The Mind's Eye by Oliver Sacks, 240 pages
released Oct 26, 2010
Science Book Challenge
I cannot decide whether this is nonsense or profound truth - it is the sort of reef I end up on when I think about thinking. p 226
Oh Mr Sacks, you sum up what happens to me all the time, and this book does get a person thinking. How do we see? How do we read? Is listening to a book reading? Is reading someone's lips hearing? Sacks delves into this world of perception and senses, providing case studies of some very unusual people.
I liked how the people, for the most part, adapt to their situation. Losing, or gaining, a sense (or even just an aspect of a sense, like recognizing faces) causes the brain to adapt and fit the new experience into existing pathways of the brain. Much of the book is quite scientific, referencing studies, and since this isn't my area of expertise at all, I found it a bit deep at times. Being very familiar with the brain sections and its specialties would have helped; but not knowing didn't diminish my interest.

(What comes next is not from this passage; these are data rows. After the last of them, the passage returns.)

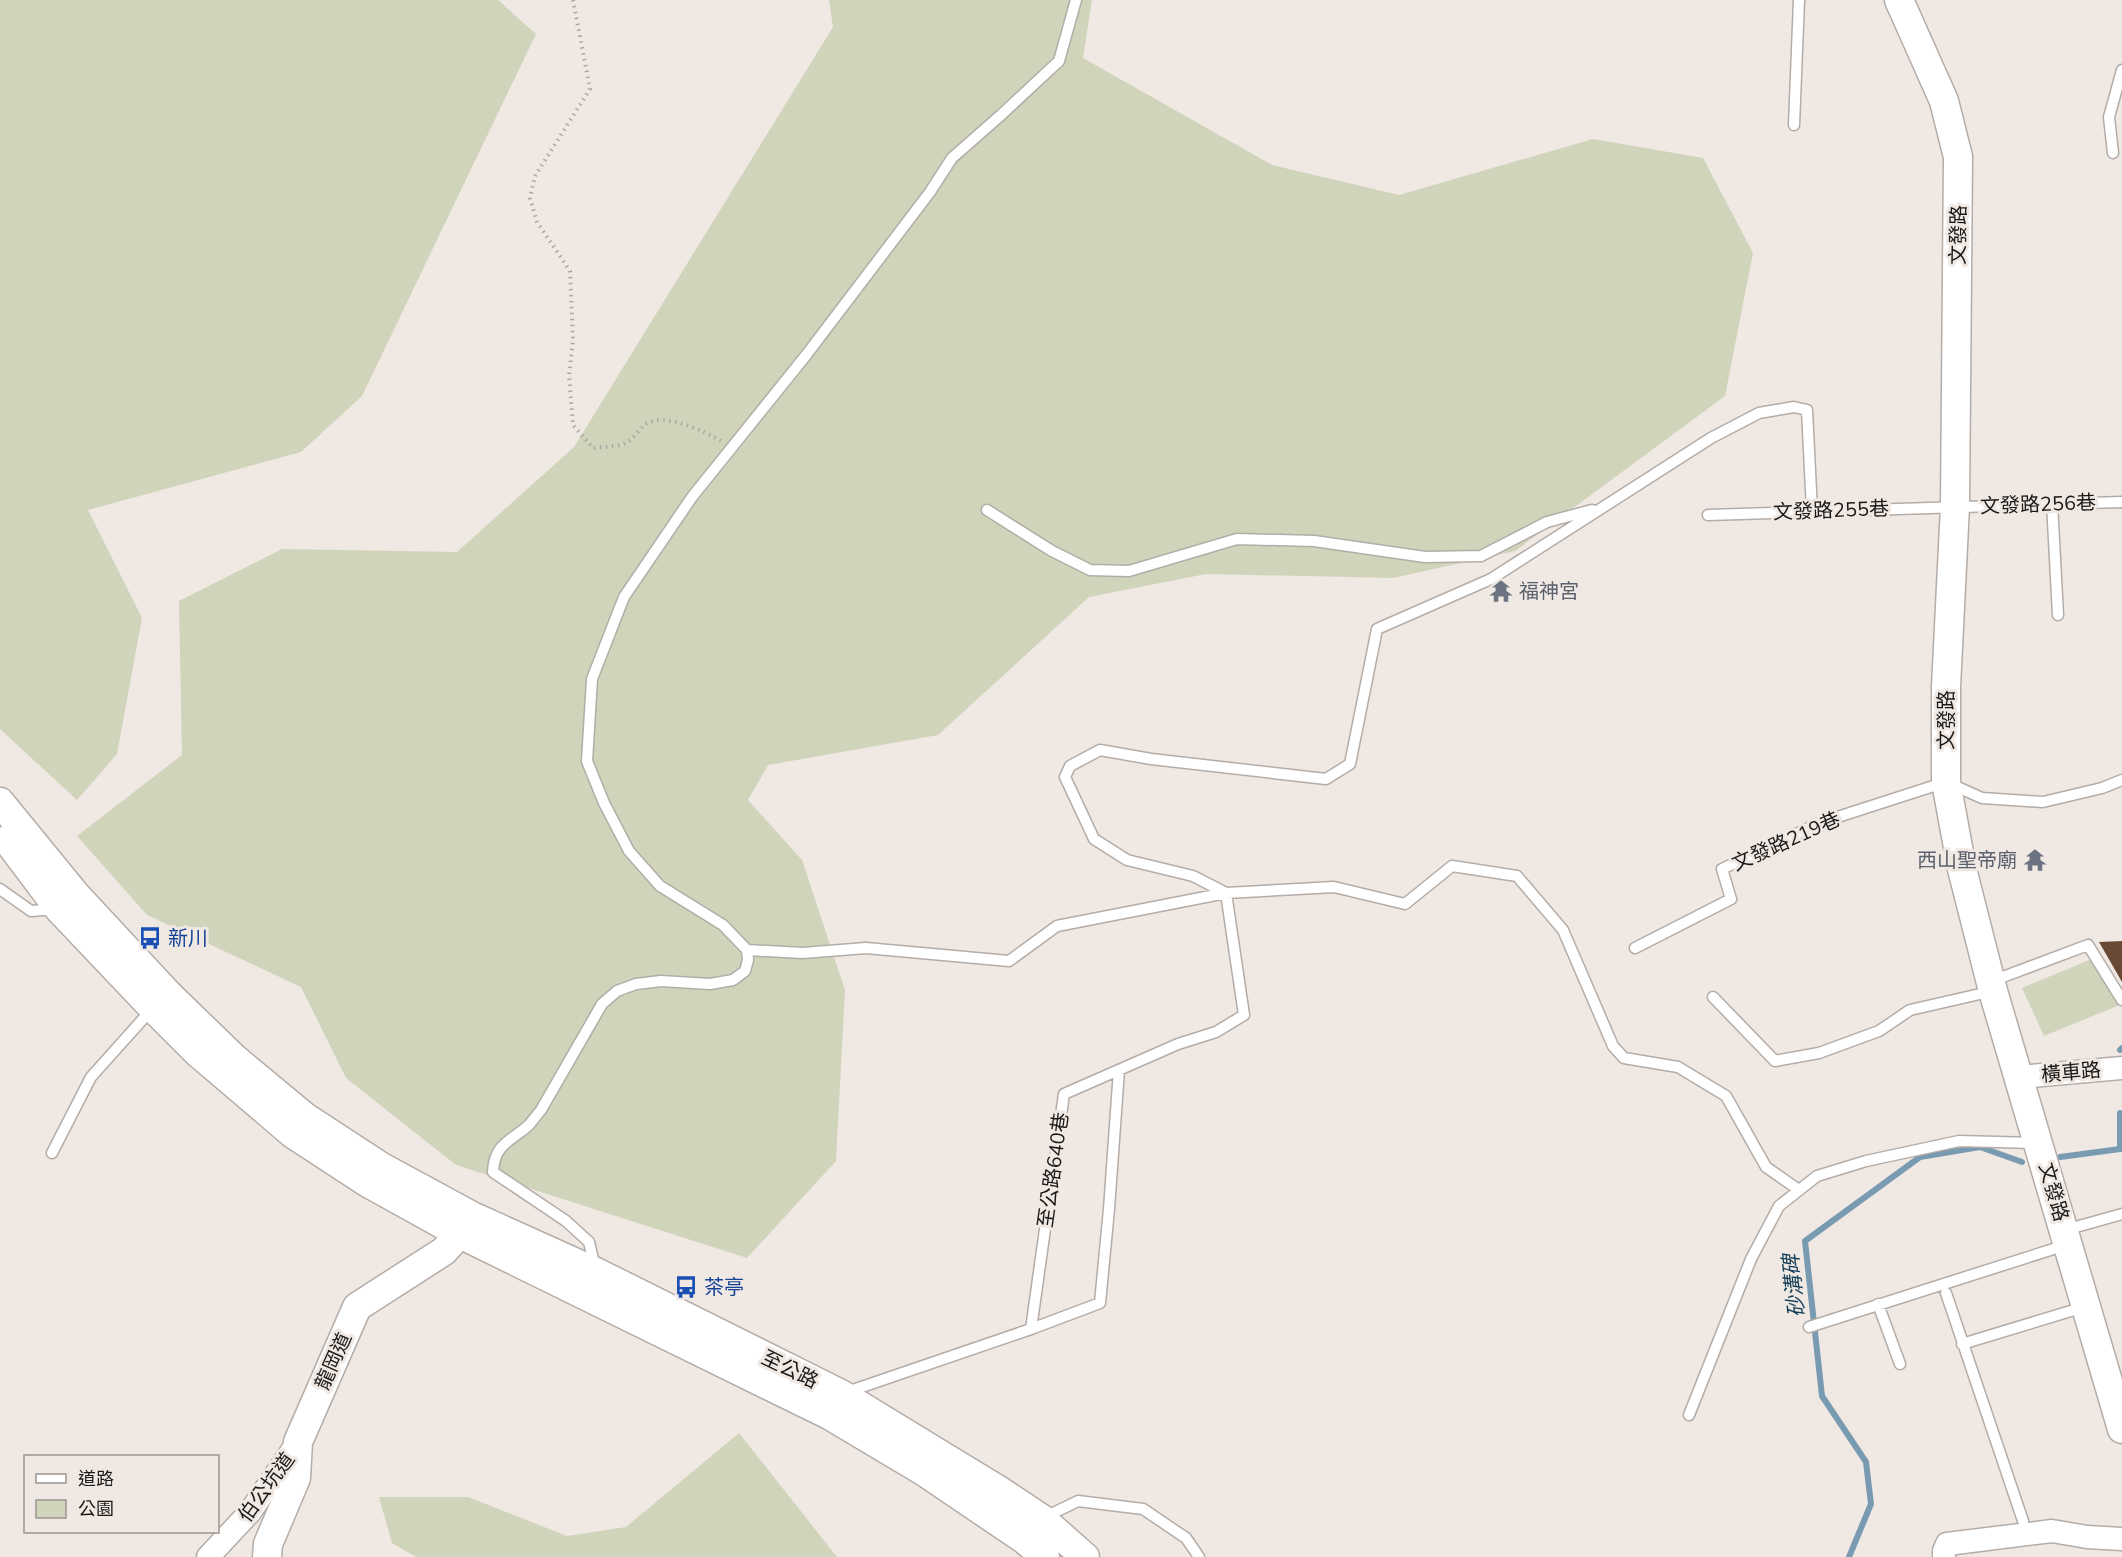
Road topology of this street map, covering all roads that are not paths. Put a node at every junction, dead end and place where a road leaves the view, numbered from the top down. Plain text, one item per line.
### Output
1 (1076, 0) edge
2 (1799, 0) edge
3 (1899, 0) edge
4 (2122, 70) edge
5 (1794, 125) dead end
6 (2113, 153) dead end
7 (2122, 502) edge
8 (2052, 503) junction
9 (1955, 506) junction
10 (1601, 508) junction
11 (987, 510) dead end
12 (1812, 511) junction
13 (1708, 514) dead end
14 (2058, 615) dead end
15 (2122, 780) edge
16 (1947, 782) junction
17 (0, 802) edge
18 (0, 831) edge
19 (0, 889) edge
20 (1226, 892) junction
21 (68, 902) junction
22 (1635, 948) dead end
23 (747, 950) junction
24 (1992, 986) junction
25 (1713, 997) dead end
26 (2122, 1000) edge
27 (161, 1001) junction
28 (2122, 1068) edge
29 (1119, 1070) junction
30 (2019, 1077) junction
31 (2039, 1143) junction
32 (52, 1153) dead end
33 (1799, 1190) junction
34 (2122, 1214) edge
35 (467, 1226) junction
36 (2067, 1237) junction
37 (589, 1284) junction
38 (1946, 1293) dead end
39 (1878, 1304) junction
40 (2087, 1306) junction
41 (1809, 1327) dead end
42 (1031, 1329) junction
43 (1962, 1344) junction
44 (1900, 1364) dead end
45 (835, 1405) junction
46 (1689, 1415) dead end
47 (2122, 1429) edge
48 (298, 1442) junction
49 (2023, 1521) dead end
50 (1037, 1539) edge
51 (2122, 1539) edge
52 (208, 1557) edge
53 (267, 1557) edge
54 (1085, 1557) edge
55 (1199, 1557) edge
56 (1944, 1557) edge

1 - 23 lane
2 - 5 lane
3 - 9 street, 文發路
4 - 6 lane
7 - 8 lane, 文發路256巷
8 - 9 lane, 文發路256巷
8 - 14 lane
9 - 12 lane, 文發路255巷
9 - 16 street, 文發路
10 - 11 lane
10 - 12 lane
10 - 20 lane
12 - 13 lane, 文發路255巷
15 - 16 lane
16 - 22 lane, 文發路219巷
16 - 24 street, 文發路
17 - 21 street
18 - 21 street
19 - 21 lane
20 - 23 lane
20 - 29 lane, 至公路640巷
20 - 33 lane
21 - 27 street, 至公路
23 - 37 lane
24 - 25 lane
24 - 26 lane
24 - 30 street, 文發路
27 - 32 lane
27 - 35 street, 至公路
28 - 30 street, 橫車路
29 - 42 lane, 至公路640巷
29 - 42 lane
30 - 31 street, 文發路
31 - 33 lane
31 - 36 street, 文發路
33 - 46 lane
34 - 36 lane
35 - 37 street, 至公路
35 - 48 street, 龍岡道
36 - 39 lane
36 - 40 street, 文發路
37 - 45 street, 至公路
38 - 43 lane
39 - 41 lane
39 - 44 lane
40 - 43 lane
40 - 47 street, 文發路
42 - 45 lane
43 - 49 lane
45 - 50 street, 至公路
48 - 52 street, 伯公坑道
48 - 53 street, 龍岡道
50 - 54 street, 至公路
50 - 55 lane
51 - 56 street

Personally, the chapter on stereo vision was most interesting. I see only with one eye, my left eye is so weak, it never learned to see together with the right eye, a necessity for three dimensional vision. My left eye provides a bit of peripheral vision, but it's quite useless. (But cheaper, as I only need one contact.) So, this means I can't see 3D movies at all. I can, however, drive as I've always viewed the world in 2D, or flat and that is my experience. Just as perspective can be deduced in a picture, so too can I tell mostly where things are - near or far. The woman in the book who regained her stereo vision after 40 years without it, had the ability as a child. Her brain had the neural pathways to be 'awoken' so she could see a new way. Alas, I never will as I never had that capability in the first place.

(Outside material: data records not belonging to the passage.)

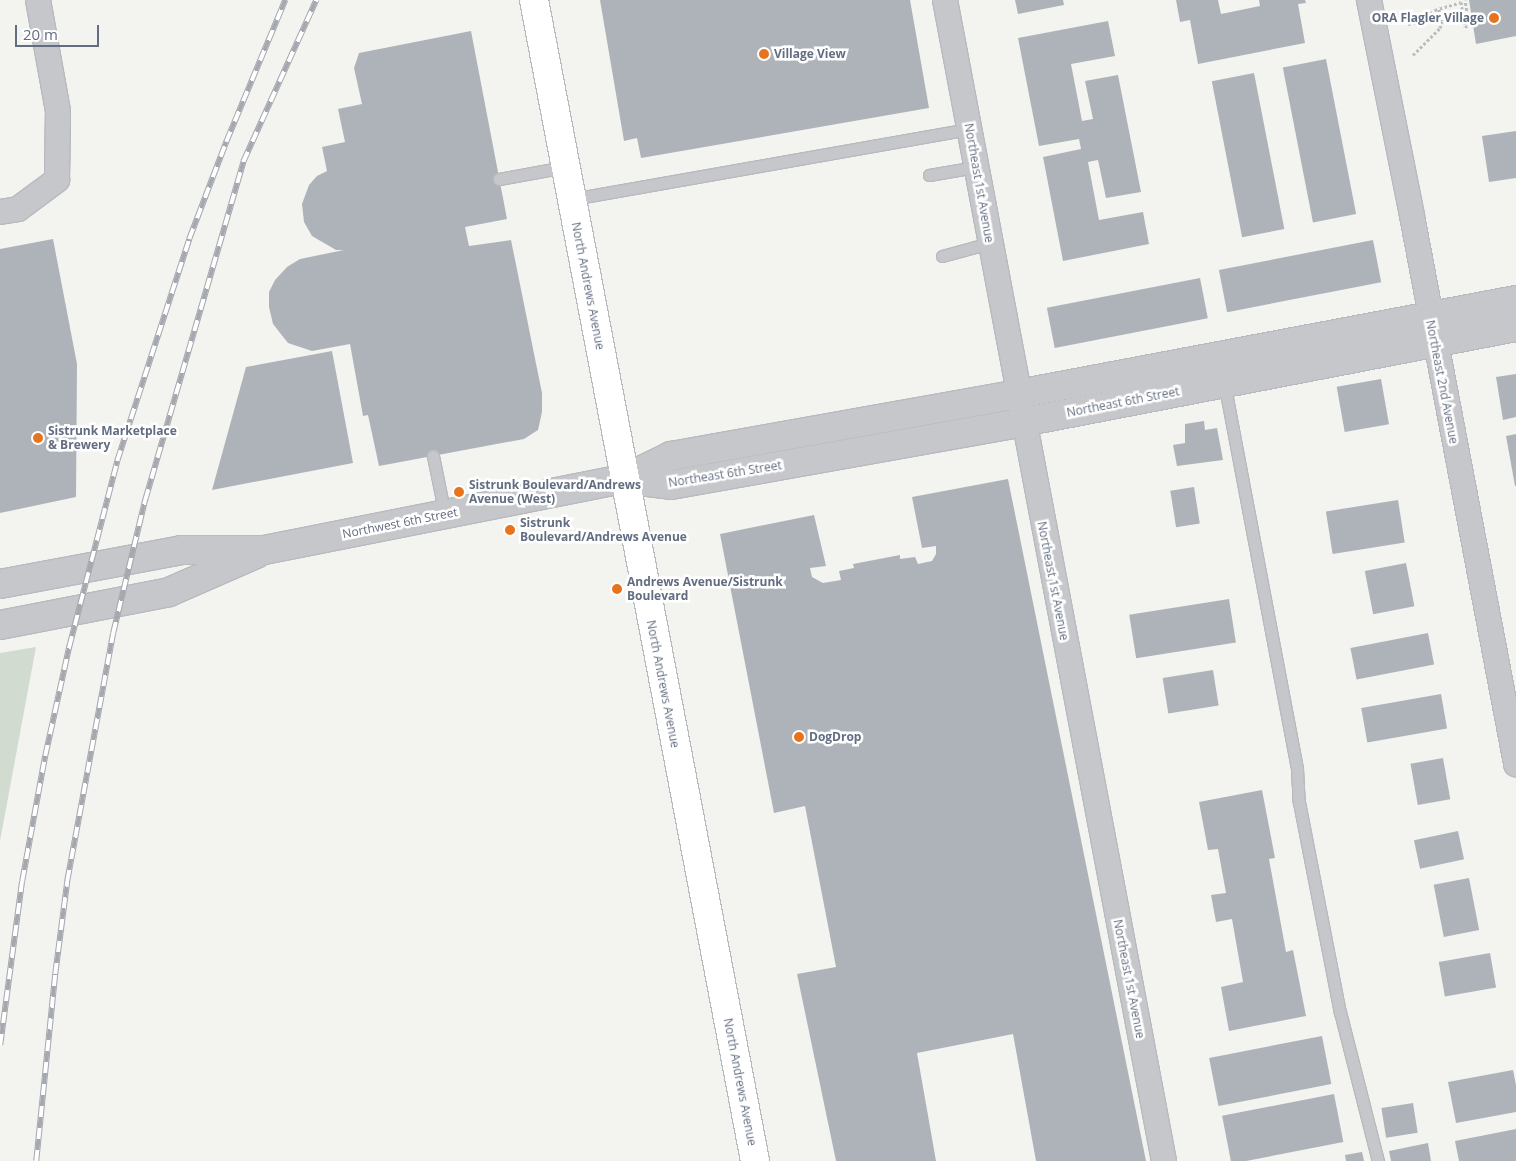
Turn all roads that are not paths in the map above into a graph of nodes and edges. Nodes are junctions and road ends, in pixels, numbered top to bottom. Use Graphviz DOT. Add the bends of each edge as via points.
graph roads {
  1 [pos="38,0"];
  2 [pos="534,0"];
  3 [pos="945,0"];
  4 [pos="1369,0"];
  5 [pos="969,130"];
  6 [pos="565,167"];
  7 [pos="976,167"];
  8 [pos="928,175"];
  9 [pos="499,179"];
  10 [pos="571,200"];
  11 [pos="0,212"];
  12 [pos="990,243"];
  13 [pos="942,256"];
  14 [pos="1516,300"];
  15 [pos="1516,327"];
  16 [pos="1432,329"];
  17 [pos="1224,382"];
  18 [pos="1018,394"];
  19 [pos="1024,422"];
  20 [pos="434,456"];
  21 [pos="624,479"];
  22 [pos="444,515"];
  23 [pos="264,550"];
  24 [pos="0,584"];
  25 [pos="0,625"];
  26 [pos="1516,764"];
  27 [pos="755,1161"];
  28 [pos="1164,1161"];
  29 [pos="1378,1161"];
  1 -- 11 [label="street" via="58,111 57,180 18,209"];
  2 -- 6 [label="main road, North Andrews Avenue"];
  3 -- 5 [label="street, Northeast 1st Avenue"];
  4 -- 16 [label="street, Northeast 2nd Avenue"];
  5 -- 7 [label="street, Northeast 1st Avenue"];
  5 -- 10 [label="lane"];
  6 -- 9 [label="lane"];
  6 -- 10 [label="main road, North Andrews Avenue"];
  7 -- 8 [label="lane"];
  7 -- 12 [label="street, Northeast 1st Avenue"];
  10 -- 21 [label="main road, North Andrews Avenue"];
  12 -- 13 [label="lane"];
  12 -- 18 [label="street, Northeast 1st Avenue"];
  14 -- 16 [label="street, Northeast 6th Street"];
  15 -- 16 [label="street, Northeast 6th Street"];
  16 -- 17 [label="street, Northeast 6th Street"];
  16 -- 18 [label="street, Northeast 6th Street"];
  16 -- 26 [label="street, Northeast 2nd Avenue"];
  17 -- 19 [label="street, Northeast 6th Street"];
  17 -- 29 [label="lane" via="1338,1002"];
  18 -- 19 [label="street, Northeast 1st Avenue"];
  18 -- 21 [label="street, Northeast 6th Street" via="671,456"];
  19 -- 21 [label="street, Northeast 6th Street" via="671,486"];
  19 -- 28 [label="street, Northeast 1st Avenue"];
  20 -- 22 [label="lane"];
  21 -- 22 [label="street, Northwest 6th Street"];
  21 -- 27 [label="main road, North Andrews Avenue"];
  22 -- 23 [label="street, Northwest 6th Street"];
  23 -- 24 [label="street, Northwest 6th Street" via="181,550"];
  23 -- 25 [label="street, Northwest 6th Street" via="169,592"];
}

A large portion of the book is Dr Sacks personal journal as he undergoes a cancer in the eye which leaves him without his 3D vision. Combined with his own experience of not recognizing faces and he appears to be one of his own best patients.I liked when he related his patients problems to his own, but his ability to microanalyze things he saw astounded me. Perhaps that is why I am not a neurosurgeon or neurobiologist.
Sacks has other books, similar I believe, that I would be interested in reading: His memoir Uncle Tungsten, along with Musicophilia, The Man Who Mistook His Wife for a Hat, and An Anthropologist on Mars. He references these books throughout The Mind's Eye. Sacks is also the doctor, and wrote the book, that the movie Awakenings was based on. I loved that movie, and deNiro and Robin Williams in it.
We, or maybe I, often believe that other people perceive the world much as we do. Reading this book has opened my eyes to experiences that I couldn't even imagine, like losing the ability to read, but still being able to write. Others certainly can't envision the flat world I live in. The complexity of the brain to adapt, adapt, adapt is inspiring and overwhelming.